Is Your Board and CEO Steering the Organization to a Successful Future?

Whether you lead a global conglomerate or a mid-sized privately-held firm, the effectiveness of your board, and your relationship with the board can have a profound impact on your role and success in achieving company objectives.

The extreme nature of changes impacting businesses today demands board members who are savvy and attuned to what’s required to steer the company they serve in today’s global and volatile market. Increased expectations and accountability of board members are based on the pace of change and the size and scope of key board responsibilities such as:

  • Is company strategy on target?
  • Is today’s business model appropriate and flexible enough to meet business goals given constantly shifting market and customer needs?
  • Does the company have the talent and resources it needs to succeed?
  • Does the company have the agility and resilience needed to address a wide array of potential risks?
  • Have the right technology investment priorities been set?
  • Traditionally, boards have been made up of experts from traditional business areas such as finance, operations, HR, marketing, sales and legal. A full board will then include member expertise across key functional areas.

    Given new business situations, boards are compelled to have both a broader and deeper understanding across an array of topics to make key decisions. To achieve this some boards are adding members in specialty areas such as technology and risk management. Others retain experts in these areas they call on as needed.

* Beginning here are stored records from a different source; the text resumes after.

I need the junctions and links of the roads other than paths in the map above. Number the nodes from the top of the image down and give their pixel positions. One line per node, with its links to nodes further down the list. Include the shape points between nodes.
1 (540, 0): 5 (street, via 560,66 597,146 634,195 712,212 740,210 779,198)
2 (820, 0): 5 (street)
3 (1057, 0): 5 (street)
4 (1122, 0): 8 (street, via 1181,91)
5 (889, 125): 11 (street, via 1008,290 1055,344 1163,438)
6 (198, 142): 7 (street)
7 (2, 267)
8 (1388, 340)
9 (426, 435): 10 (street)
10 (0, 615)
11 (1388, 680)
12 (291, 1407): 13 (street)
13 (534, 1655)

    Traditional Board Responsibilities

    Typically boards are accountable for:

  • Governance, protection of stakeholder interests, compliance
  • Providing direction for strategy and growth
  • Developing top-line financial objectives and metrics
  • CEO selection, evaluation and compensation
  • Succession planning
  • Addressing substantive business issues as they arise
  • Board and CEO Relationships

    Although it’s critical for boards and CEOs to work cohesively to achieve company goals, that’s not always the case in practice. Boards and CEOs at odds decrease both board and CEO effectiveness – to the company’s detriment.

    Chief Executive* polled more than 120 mid-sized company board members across industries to learn “what makes CEO-board relationships tick.” Nearly 90% believe effective partnerships are based on high levels of trust. Agreement on CEO and board priorities is also critical.

    Achieving and maintaining healthy CEO-board relationships requires effort from both. Each win when company success is prioritized over stringent roles.

    Board Meeting Priorities

    Boards typically schedule regular meetings well in advance, along with committee meetings led by members with functional area expertise. Certain topics are covered at every board meeting.

    Given the considerable changes businesses are facing, are boards still focusing their attention on the topics of greatest importance? Or, is it time to re-assess priorities?

    Per Inside Council**, directors nearly always rate strategy sessions at – or near 10 – on a 1 – 10 scale, but often board agendas are too packed. Even when plans include adequate time for strategy sessions, in practice other topics squeeze strategy time to the extent it isn’t feasible to fully address company strategy.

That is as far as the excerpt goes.